„Ein freiheitlicher Antrag aus dem Salzburger Landtag könnte künftig österreichweit für mehr Sicherheit auf winterlichen Straßen sorgen“, kommentiert FPÖ-Verkehrssprecher Eduard Egger die aktuelle Stellungnahme des Verkehrsministeriums. „Der Salzburger Landtag hat am 25. März auf Initiative der Salzburger Freiheitlichen beschlossen, den Bund zu einer Verschärfung der Winterreifenpflicht für Lastkraftwagen und Omnibusse über 3,5 Tonnen aufzufordern. Konkret sollen Winterreifen künftig nicht mehr nur auf den Rädern einer Antriebsachse, sondern auf allen Rädern verpflichtend vorgeschrieben werden.“ Egger führt aus, dass das zuständige Bundesministerium für Innovation, Mobilität und Infrastruktur, diesen Vorschlag prüfen wird. In der Beantwortung des Salzburger Landtagsbeschlusses hält das Ministerium ausdrücklich fest, dass eine Winterreifenpflicht an allen Rädern „in Hinblick auf die weitere Hebung der Verkehrssicherheit sowie die Vermeidung von Verkehrsbehinderungen in der Winterzeit“ überlegenswert ist. Der Vorschlag werde geprüft und gegebenenfalls im Rahmen einer nächsten Novelle des Kraftfahrgesetzes zur Diskussion gestellt.
„Das ist eine sehr erfreuliche Rückmeldung aus Wien und zeigt, dass unser Antrag genau an der richtigen Stelle angesetzt hat. Gerade in einem alpinen Bundesland wie Salzburg erleben wir immer wieder, welche Auswirkungen mangelhaft ausgerüstete Schwerfahrzeuge bei winterlichen Verhältnissen haben können. Ein hängengebliebener LKW genügt und ganze Verkehrsachsen stehen still“, erklärt Egger.

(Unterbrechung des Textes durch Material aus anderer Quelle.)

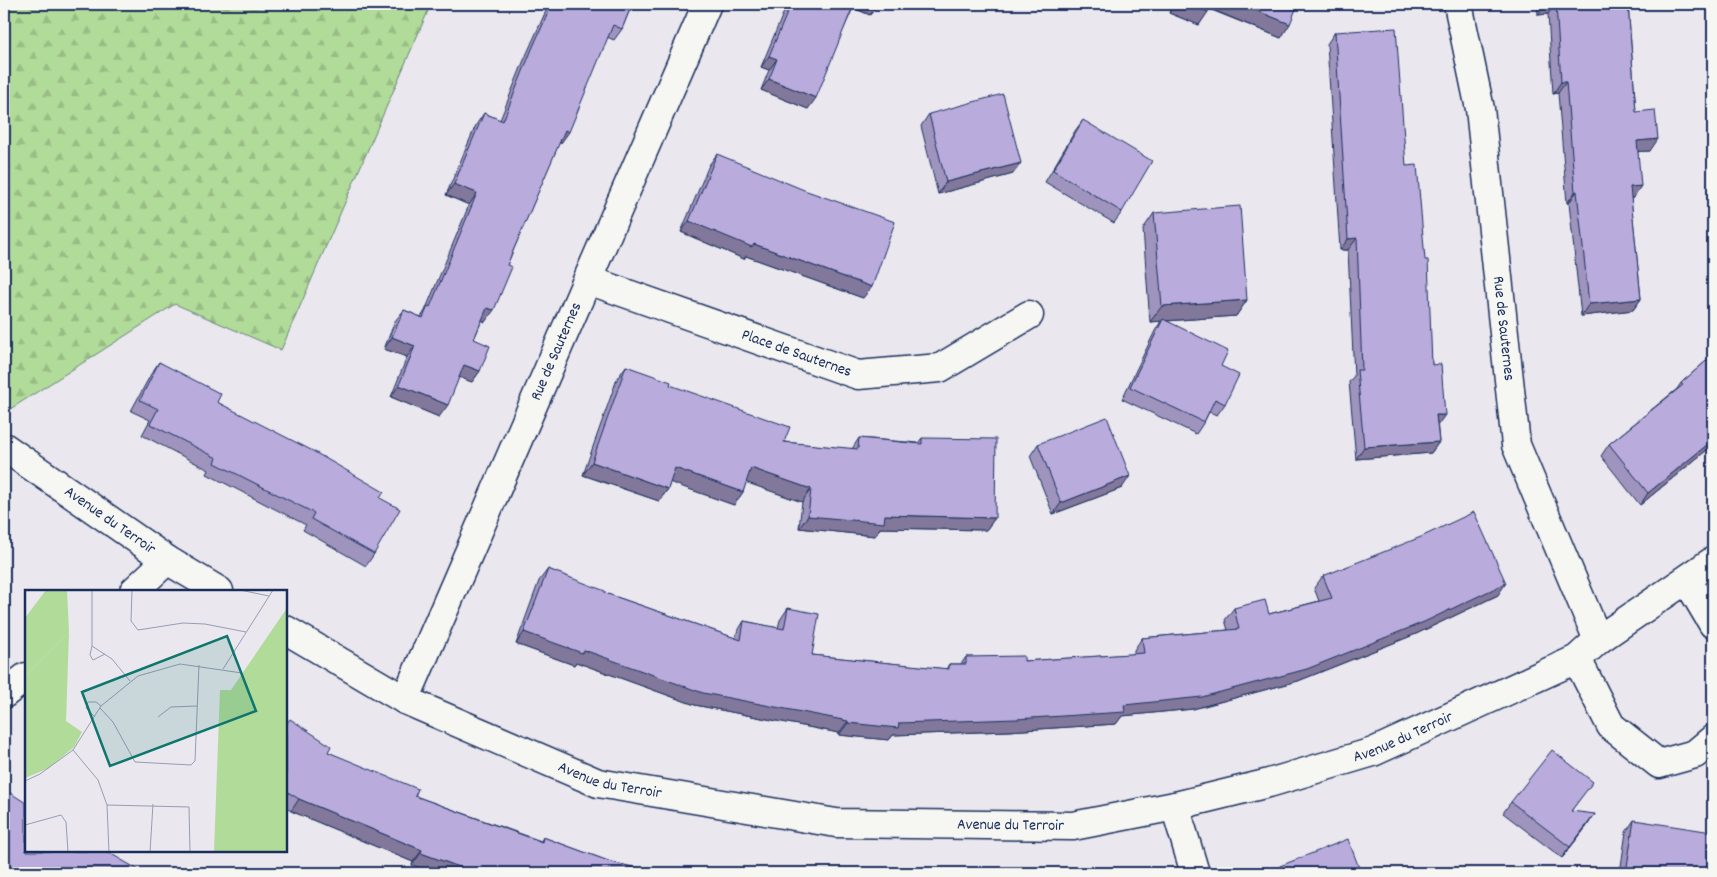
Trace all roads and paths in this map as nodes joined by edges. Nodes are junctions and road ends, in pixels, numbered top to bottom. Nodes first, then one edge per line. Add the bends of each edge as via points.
1 (707, 4) edge
2 (1458, 4) edge
3 (588, 280) junction
4 (1029, 315) dead end
5 (4, 447) edge
6 (167, 560) junction
7 (1713, 561) edge
8 (1687, 580) junction
9 (135, 590) edge
10 (217, 590) edge
11 (1713, 624) edge
12 (288, 631) edge
13 (1598, 640) junction
14 (1577, 659) junction
15 (25, 678) edge
16 (4, 694) edge
17 (405, 700) junction
18 (1713, 739) edge
19 (1175, 806) junction
20 (1195, 873) edge

1 - 3 street, Rue de Sauternes
2 - 13 street, Rue de Sauternes via 1480,109 1516,444
3 - 4 street, Place de Sauternes via 858,375 940,368
3 - 17 street, Rue de Sauternes
5 - 6 street, Avenue du Terroir
6 - 9 street
6 - 10 street, Avenue du Terroir
7 - 8 street, Avenue du Terroir
8 - 11 street
8 - 13 street, Avenue du Terroir
12 - 17 street, Avenue du Terroir
13 - 14 street, Avenue du Terroir
14 - 18 street via 1611,726 1658,764 1695,754
14 - 19 street, Avenue du Terroir via 1373,752 1269,783
15 - 16 street
17 - 19 street, Avenue du Terroir via 598,783 836,823 1073,826
19 - 20 street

Die Forderung der Freiheitlichen wurde im Salzburger Landtag auch durch die fachliche Expertise des gerichtlich beeideten Unfall- und Verkehrssachverständigen Gerhard Kronreif untermauert. Dieser hatte im Zuge der parlamentarischen Beratungen die Vorteile einer entsprechenden Winterbereifung aus Sicht der Verkehrssicherheit dargelegt. „Wir gehen davon aus, dass auch die Prüfung des Ministeriums zu einem ähnlichen Ergebnis kommen wird. Die fachlichen Argumente liegen auf dem Tisch. Daher blicken wir einer kommenden KFG-Novelle durchaus zuversichtlich entgegen und erwarten uns, dass die Salzburger Initiative darin ihren Niederschlag findet“, so Egger.
Für den freiheitlichen Verkehrssprecher zeigt die Reaktion des Bundes darüber hinaus, welchen Stellenwert Beschlüsse des Salzburger Landtages haben können: „Es wird von der Opposition manchmal so getan, als wären Forderungen eines Landes an den Bund bloße Symbolpolitik. Genau dieser Fall beweist das Gegenteil. Ein konkreter Antrag aus Salzburg wird im zuständigen Bundesministerium geprüft und kann unmittelbar zu einer Änderung eines Bundesgesetzes führen. Der Salzburger Landtag kann Versäumnisse auf Bundesebene aufzeigen und wichtige Verbesserungen für ganz Österreich anstoßen. Wenn dadurch Unfälle, hängen gebliebene Schwerfahrzeuge und kilometerlange Staus verhindert werden können, ist das ein wichtiger Schritt für mehr Sicherheit auf Österreichs Straßen“, so Egger abschließend.